Same here, except my adapters include USB cords, micro to USB cords, USB to Micro Cords, etc. I have a whole container full of cords and adapters...


----------



## Ev1l0rd (Dec 23, 2016)

BARNWEY said:


> Same here, except my adapters include USB cords, micro to USB cords, USB to Micro Cords, etc. I have a whole container full of cords and adapters...


Ugh... me too! It's so annoying. Yes, there is supposed to be a universal port/cable (microusb to usb), but even the microUSB ports aren't always the same and have different plugability into certain devices. I have two boxes full of just cables, chargers, chargable batteries, chargers for battery chargers, earplugs and other tech junk I won't ever need, but can't throw away, because one product I own might just use it.


----------



## gnmmarechal (Dec 23, 2016)

Ev1l0rd said:


> Ugh... me too! It's so annoying. Yes, there is supposed to be a universal port/cable (microusb to usb), but even the microUSB ports aren't always the same and have different plugability into certain devices. I have two boxes full of just cables, chargers, chargable batteries, chargers for battery chargers, earplugs and other tech junk I won't ever need, but can't throw away, because one product I own might just use it.

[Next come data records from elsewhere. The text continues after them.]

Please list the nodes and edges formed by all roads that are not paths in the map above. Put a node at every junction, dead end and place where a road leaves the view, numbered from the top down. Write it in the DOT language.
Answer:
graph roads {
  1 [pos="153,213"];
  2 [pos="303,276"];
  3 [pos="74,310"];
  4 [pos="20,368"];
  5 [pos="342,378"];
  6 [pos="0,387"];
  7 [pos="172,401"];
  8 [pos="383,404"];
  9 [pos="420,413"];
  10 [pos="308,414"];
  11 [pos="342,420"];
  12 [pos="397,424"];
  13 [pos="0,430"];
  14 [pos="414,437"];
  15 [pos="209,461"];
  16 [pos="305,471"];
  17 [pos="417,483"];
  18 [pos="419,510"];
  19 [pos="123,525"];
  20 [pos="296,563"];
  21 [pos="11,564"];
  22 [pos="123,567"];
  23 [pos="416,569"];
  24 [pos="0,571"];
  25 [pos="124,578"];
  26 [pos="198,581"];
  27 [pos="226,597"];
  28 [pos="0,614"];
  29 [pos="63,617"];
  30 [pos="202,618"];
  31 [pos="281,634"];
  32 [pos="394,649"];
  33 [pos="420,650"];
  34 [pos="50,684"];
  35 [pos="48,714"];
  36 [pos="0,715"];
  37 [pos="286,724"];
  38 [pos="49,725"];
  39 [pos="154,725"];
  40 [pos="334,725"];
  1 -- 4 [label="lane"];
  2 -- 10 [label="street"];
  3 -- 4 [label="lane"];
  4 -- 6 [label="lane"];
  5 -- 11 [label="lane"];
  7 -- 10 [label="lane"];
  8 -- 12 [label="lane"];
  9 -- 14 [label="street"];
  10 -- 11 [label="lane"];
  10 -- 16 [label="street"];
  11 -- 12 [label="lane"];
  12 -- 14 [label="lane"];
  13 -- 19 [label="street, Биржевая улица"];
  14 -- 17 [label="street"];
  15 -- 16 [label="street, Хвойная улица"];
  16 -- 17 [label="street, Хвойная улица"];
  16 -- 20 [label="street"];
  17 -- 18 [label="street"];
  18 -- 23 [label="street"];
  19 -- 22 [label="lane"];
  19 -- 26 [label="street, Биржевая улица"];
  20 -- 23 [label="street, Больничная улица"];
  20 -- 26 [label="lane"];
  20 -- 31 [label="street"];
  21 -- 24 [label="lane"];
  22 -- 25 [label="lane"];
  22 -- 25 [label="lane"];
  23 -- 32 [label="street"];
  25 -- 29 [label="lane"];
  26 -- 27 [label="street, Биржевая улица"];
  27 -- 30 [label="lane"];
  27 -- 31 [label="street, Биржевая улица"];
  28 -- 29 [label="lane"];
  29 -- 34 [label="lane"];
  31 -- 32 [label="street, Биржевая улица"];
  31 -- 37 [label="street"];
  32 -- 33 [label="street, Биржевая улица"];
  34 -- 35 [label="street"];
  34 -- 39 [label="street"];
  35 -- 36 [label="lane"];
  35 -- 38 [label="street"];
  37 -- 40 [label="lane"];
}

I actually enjoy collecting them cables/adapters.


----------



## Deleted User (Dec 23, 2016)

i keep them. i have a 32MB and a 128MB SD card, 128MB one is in my wii, loader and small homebrew only


----------



## BARNWEY (Dec 23, 2016)

Ev1l0rd said:


> Ugh... me too! It's so annoying. Yes, there is supposed to be a universal port/cable (microusb to usb), but even the microUSB ports aren't always the same and have different plugability into certain devices. I have two boxes full of just cables, chargers, chargable batteries, chargers for battery chargers, earplugs and other tech junk I won't ever need, but can't throw away, because one product I own might just use it.





gnmmarechal said:


> I actually enjoy collecting them cables/adapters.


Same here. Plus, I no longer need to buy cables when I need them. Even though they get tangled often....


----------



## Ryccardo (Dec 23, 2016)

Non-HC cards (and even 4, 8 GB HC) have started to climb again (if you can find them). I know this the hard way having ordered an original R4 last month...

...and to be honest I don't even have that many of them. A 2GB that has been going since 2008 firmly in my old Wii, a 2GB in my Windows CE 5 tablet, the mentioned 2GB for 8 € in my DS (with flashme, ez-v 3in1, replaced shell, ...  ) and that's it, the other two ones I had burned out long ago

I do have plenty of low performance 4GB HC leftovers that were the factory original joke storage on many things from N3DS to ebook readers though!

also: about 3 summers ago, a large supermarket chain in my area was clearing out half and quarter-GB cards... at about 8 € each, I doubt they sold more than 5 out of the whole bin


----------



## monzamess (Dec 23, 2016)

I keep them because I like to mess around with older computers & consoles and I almost always end up digging out an old CF drive or tiny SD card for some purpose or another.


----------



## Hayleia (Dec 23, 2016)

I stack them into a pyramid. Post your own below


----------



## FAST6191 (Dec 23, 2016)

Forgot to say also.
I keep them so when I slip up and the filth work out where I am, kick down my front door and take all my computer gear, possibly after ripping up the carpet to get the ones hidden there, I then get to do denial of service on them as they have several hundred cards to fully fully image (I know about sector reallocation and can manually force it).

Also on adapters then I agree it is a heavy burden to own them. Fortunately I have younger siblings that try to relieve me of such burdens without me realising it. I guess I should be thankful at some level.


----------



## JeepX87 (Dec 24, 2016)

For most, I keep mine, sometime, I sold to GameStop if they accept, especially PSP memory card, so I keep all SD cards.


----------



## Pleng (Dec 24, 2016)

I generally lose mine


----------



## Sketchy1 (Jan 3, 2017)

I just slap mine into a raspberry pi 3 and play retro pi


----------



## sarkwalvein (Jan 3, 2017)

I am an idiot, so I keep losing the old ones or forgetting them in a pocket, then inside the washing machine and finally into the trash can.
I have achieved an ultimate rythm where I lose them at around the same pace I upgrade and get new ones, so in the end this is not a problem for me.

PS: I also hate how both my Raspberry Pi 1 and 3 don't seem to like some brands of SD cards, specifically Samsung Evo that is what I normally get for cheap, so in the end I can't use them for that.


----------